▸ Problem description: All records must be quoted exactly. Omit the pictures.

BEGIN Records for processing

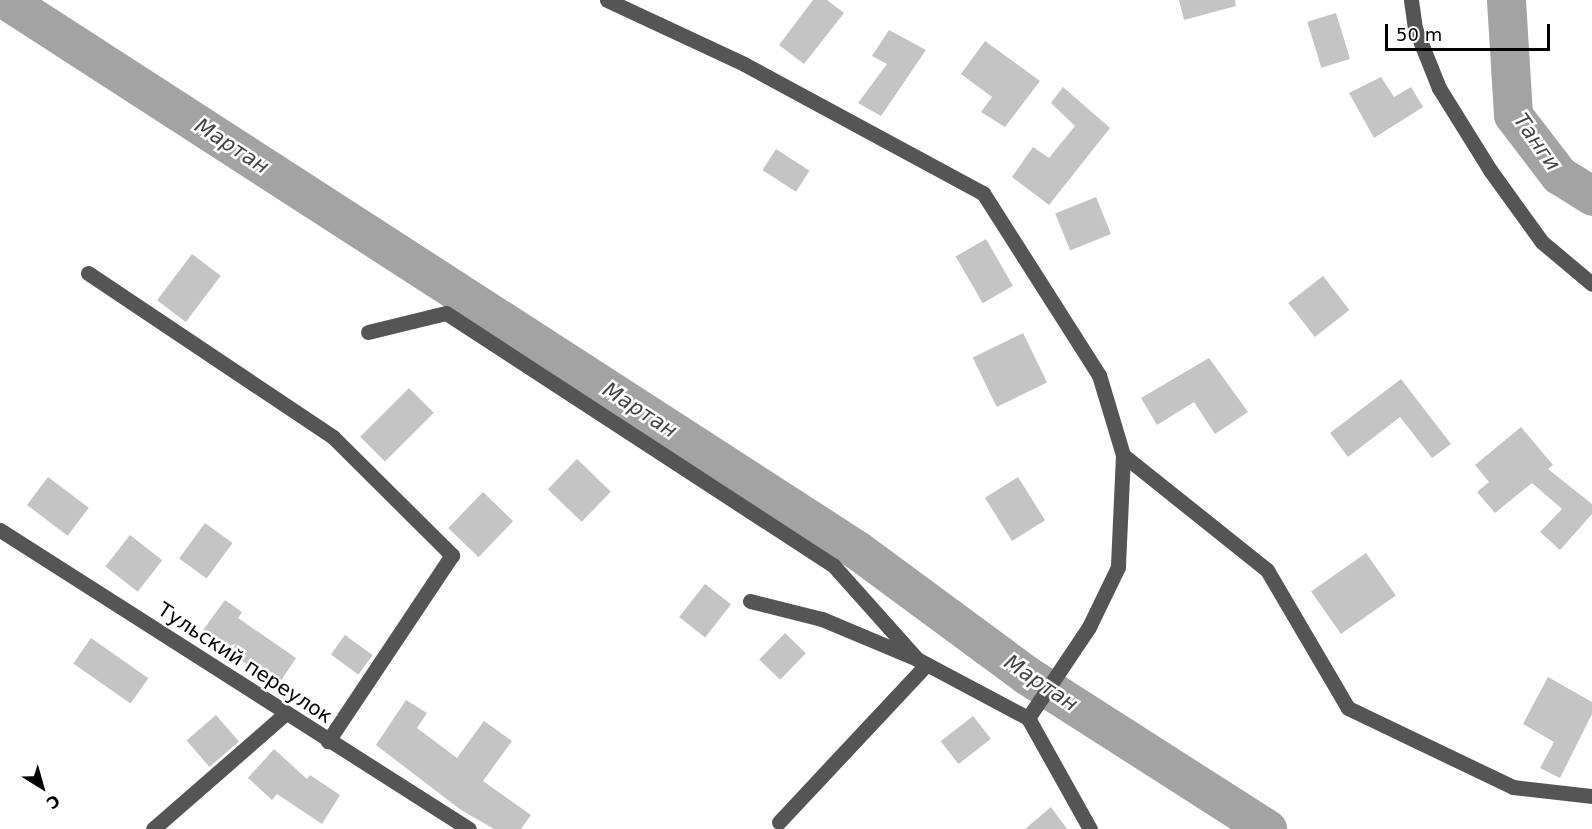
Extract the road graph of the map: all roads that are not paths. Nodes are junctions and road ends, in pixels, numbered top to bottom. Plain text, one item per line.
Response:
1 (607, 0) edge
2 (1411, 0) edge
3 (88, 273) dead end
4 (1592, 285) edge
5 (369, 332) dead end
6 (1123, 455) junction
7 (0, 530) edge
8 (750, 601) dead end
9 (922, 662) junction
10 (285, 714) junction
11 (1028, 718) junction
12 (328, 741) junction
13 (1592, 796) edge
14 (779, 822) dead end
15 (153, 829) edge
16 (469, 829) edge
17 (1090, 829) edge

1 - 6 street
2 - 4 street
3 - 12 street
5 - 9 street
6 - 11 street
6 - 13 street
7 - 10 street, Тульский переулок
8 - 9 street
9 - 11 street
9 - 14 street
10 - 12 street, Тульский переулок
10 - 15 street
11 - 17 street
12 - 16 street, Тульский переулок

END Records for processing

▸ Exercise response:
Extract the road graph of the map: all roads that are not paths. Nodes are junctions and road ends, in pixels, numbered top to bottom. Plain text, one item per line.
Response:
1 (607, 0) edge
2 (1411, 0) edge
3 (88, 273) dead end
4 (1592, 285) edge
5 (369, 332) dead end
6 (1123, 455) junction
7 (0, 530) edge
8 (750, 601) dead end
9 (922, 662) junction
10 (285, 714) junction
11 (1028, 718) junction
12 (328, 741) junction
13 (1592, 796) edge
14 (779, 822) dead end
15 (153, 829) edge
16 (469, 829) edge
17 (1090, 829) edge

1 - 6 street
2 - 4 street
3 - 12 street
5 - 9 street
6 - 11 street
6 - 13 street
7 - 10 street, Тульский переулок
8 - 9 street
9 - 11 street
9 - 14 street
10 - 12 street, Тульский переулок
10 - 15 street
11 - 17 street
12 - 16 street, Тульский переулок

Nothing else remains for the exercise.